- **WHAT TO WORK ON**
Type out the listing below exactly. Pictures stay out of it.

- **GIVEN DATA**
....
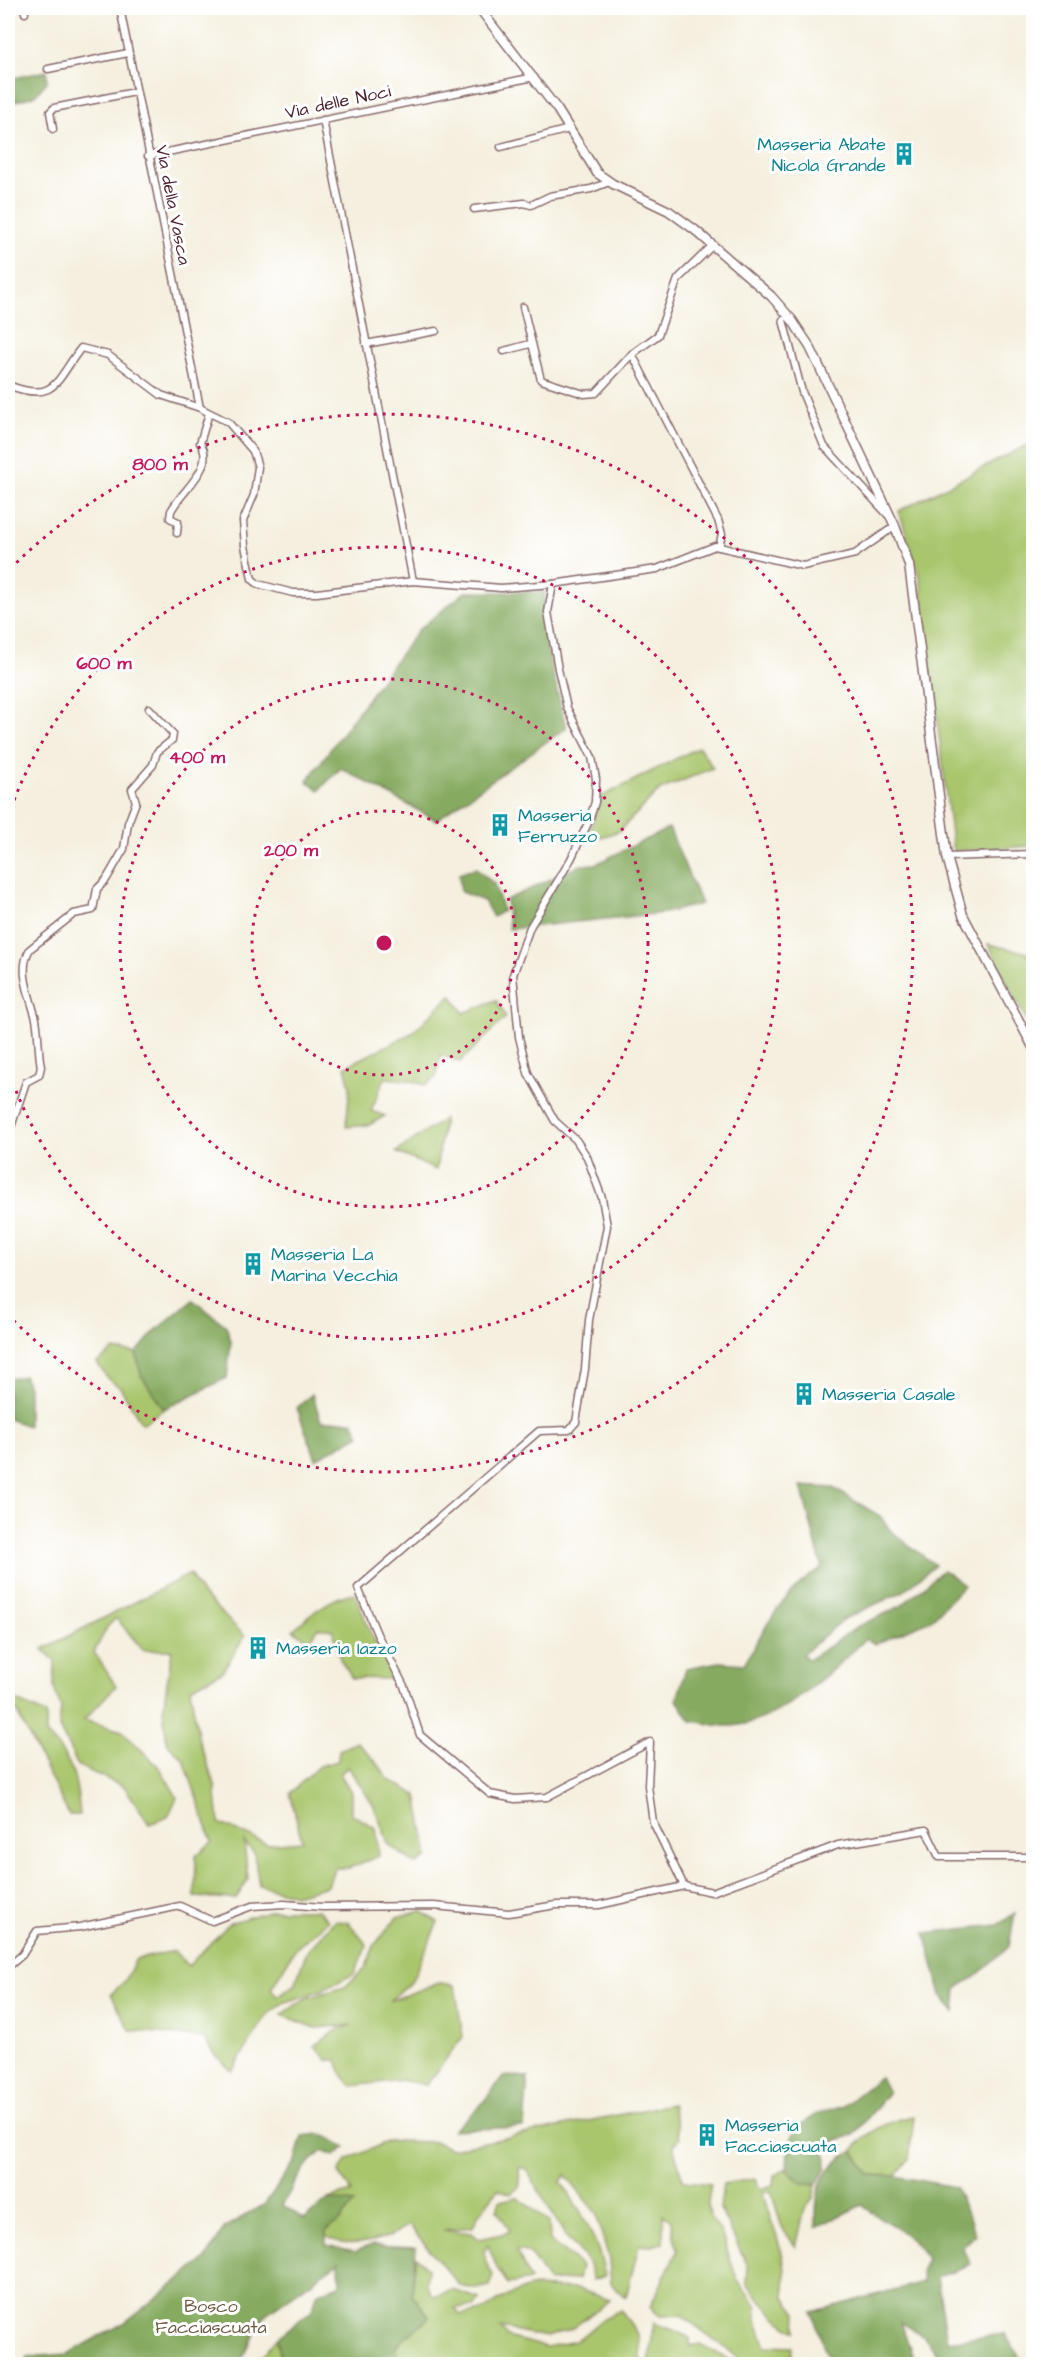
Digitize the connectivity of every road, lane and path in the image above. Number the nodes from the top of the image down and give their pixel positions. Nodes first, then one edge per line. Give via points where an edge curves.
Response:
1 (120, 8) edge
2 (479, 8) edge
3 (128, 53) junction
4 (48, 69) dead end
5 (534, 77) junction
6 (135, 92) junction
7 (323, 120) junction
8 (53, 129) dead end
9 (569, 129) junction
10 (501, 147) dead end
11 (148, 156) junction
12 (609, 182) junction
13 (474, 209) dead end
14 (713, 245) junction
15 (522, 307) dead end
16 (787, 322) junction
17 (436, 331) dead end
18 (366, 344) junction
19 (530, 344) junction
20 (504, 351) dead end
21 (632, 354) junction
22 (8, 385) edge
23 (200, 408) junction
24 (209, 413) junction
25 (894, 523) junction
26 (177, 533) dead end
27 (719, 546) junction
28 (413, 581) junction
29 (553, 584) junction
30 (149, 708) dead end
31 (1034, 855) edge
32 (947, 857) junction
33 (1034, 1049) edge
34 (10, 1130) dead end
35 (1034, 1857) edge
36 (684, 1886) junction
37 (8, 1967) edge

1 - 3 street, Via della Vasca
2 - 5 main road
3 - 4 street
3 - 6 street, Via della Vasca
5 - 7 street, Via delle Noci
5 - 9 main road
6 - 8 street via 51,109
6 - 11 street, Via della Vasca
7 - 11 street, Via delle Noci
7 - 18 street
9 - 10 street
9 - 12 main road via 590,165
11 - 23 street, Via della Vasca
12 - 13 street via 550,196 531,205
12 - 14 main road via 669,211
14 - 16 main road via 764,289
14 - 21 street via 678,279 658,335
15 - 19 street
16 - 25 main road via 810,347
16 - 25 street via 802,392 824,446
17 - 18 street
18 - 28 street
19 - 20 street
19 - 21 street via 541,380 589,394 606,385
21 - 27 street via 718,520 722,534
22 - 23 street via 42,392 57,385 81,348 90,349 108,355 161,395
23 - 24 street
24 - 26 street via 200,443 205,449 205,465 171,511 170,518 178,522
24 - 28 street via 228,422 253,451 258,467 254,495 243,521 252,579 258,584 293,593 317,593
25 - 27 street via 855,554 803,566
25 - 32 main road via 912,578
27 - 29 street via 657,569
28 - 29 street via 501,588
29 - 36 street via 548,612 558,669 567,708 592,757 595,802 567,867 530,927 513,975 519,1037 528,1073 555,1121 576,1140 587,1157 602,1198 606,1226 576,1422 569,1430 539,1431 358,1588 404,1686 420,1735 490,1794 515,1799 547,1797 650,1742 648,1786 653,1822
30 - 34 street via 168,726 172,740 157,752 153,765 132,789 136,802 124,849 97,889 93,910 74,914 26,956 27,990 36,1018 41,1068 39,1075 26,1082
31 - 32 street
32 - 33 main road via 963,915
35 - 36 street via 939,1857 926,1830 838,1845 712,1892
36 - 37 street via 599,1905 556,1905 509,1913 434,1906 284,1904 252,1906 212,1922 180,1906 80,1927 37,1931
....
- **SOLUTION TO THIS PROBLEM**
Digitize the connectivity of every road, lane and path in the image above. Number the nodes from the top of the image down and give their pixel positions. Nodes first, then one edge per line. Give via points where an edge curves.
Response:
1 (120, 8) edge
2 (479, 8) edge
3 (128, 53) junction
4 (48, 69) dead end
5 (534, 77) junction
6 (135, 92) junction
7 (323, 120) junction
8 (53, 129) dead end
9 (569, 129) junction
10 (501, 147) dead end
11 (148, 156) junction
12 (609, 182) junction
13 (474, 209) dead end
14 (713, 245) junction
15 (522, 307) dead end
16 (787, 322) junction
17 (436, 331) dead end
18 (366, 344) junction
19 (530, 344) junction
20 (504, 351) dead end
21 (632, 354) junction
22 (8, 385) edge
23 (200, 408) junction
24 (209, 413) junction
25 (894, 523) junction
26 (177, 533) dead end
27 (719, 546) junction
28 (413, 581) junction
29 (553, 584) junction
30 (149, 708) dead end
31 (1034, 855) edge
32 (947, 857) junction
33 (1034, 1049) edge
34 (10, 1130) dead end
35 (1034, 1857) edge
36 (684, 1886) junction
37 (8, 1967) edge

1 - 3 street, Via della Vasca
2 - 5 main road
3 - 4 street
3 - 6 street, Via della Vasca
5 - 7 street, Via delle Noci
5 - 9 main road
6 - 8 street via 51,109
6 - 11 street, Via della Vasca
7 - 11 street, Via delle Noci
7 - 18 street
9 - 10 street
9 - 12 main road via 590,165
11 - 23 street, Via della Vasca
12 - 13 street via 550,196 531,205
12 - 14 main road via 669,211
14 - 16 main road via 764,289
14 - 21 street via 678,279 658,335
15 - 19 street
16 - 25 main road via 810,347
16 - 25 street via 802,392 824,446
17 - 18 street
18 - 28 street
19 - 20 street
19 - 21 street via 541,380 589,394 606,385
21 - 27 street via 718,520 722,534
22 - 23 street via 42,392 57,385 81,348 90,349 108,355 161,395
23 - 24 street
24 - 26 street via 200,443 205,449 205,465 171,511 170,518 178,522
24 - 28 street via 228,422 253,451 258,467 254,495 243,521 252,579 258,584 293,593 317,593
25 - 27 street via 855,554 803,566
25 - 32 main road via 912,578
27 - 29 street via 657,569
28 - 29 street via 501,588
29 - 36 street via 548,612 558,669 567,708 592,757 595,802 567,867 530,927 513,975 519,1037 528,1073 555,1121 576,1140 587,1157 602,1198 606,1226 576,1422 569,1430 539,1431 358,1588 404,1686 420,1735 490,1794 515,1799 547,1797 650,1742 648,1786 653,1822
30 - 34 street via 168,726 172,740 157,752 153,765 132,789 136,802 124,849 97,889 93,910 74,914 26,956 27,990 36,1018 41,1068 39,1075 26,1082
31 - 32 street
32 - 33 main road via 963,915
35 - 36 street via 939,1857 926,1830 838,1845 712,1892
36 - 37 street via 599,1905 556,1905 509,1913 434,1906 284,1904 252,1906 212,1922 180,1906 80,1927 37,1931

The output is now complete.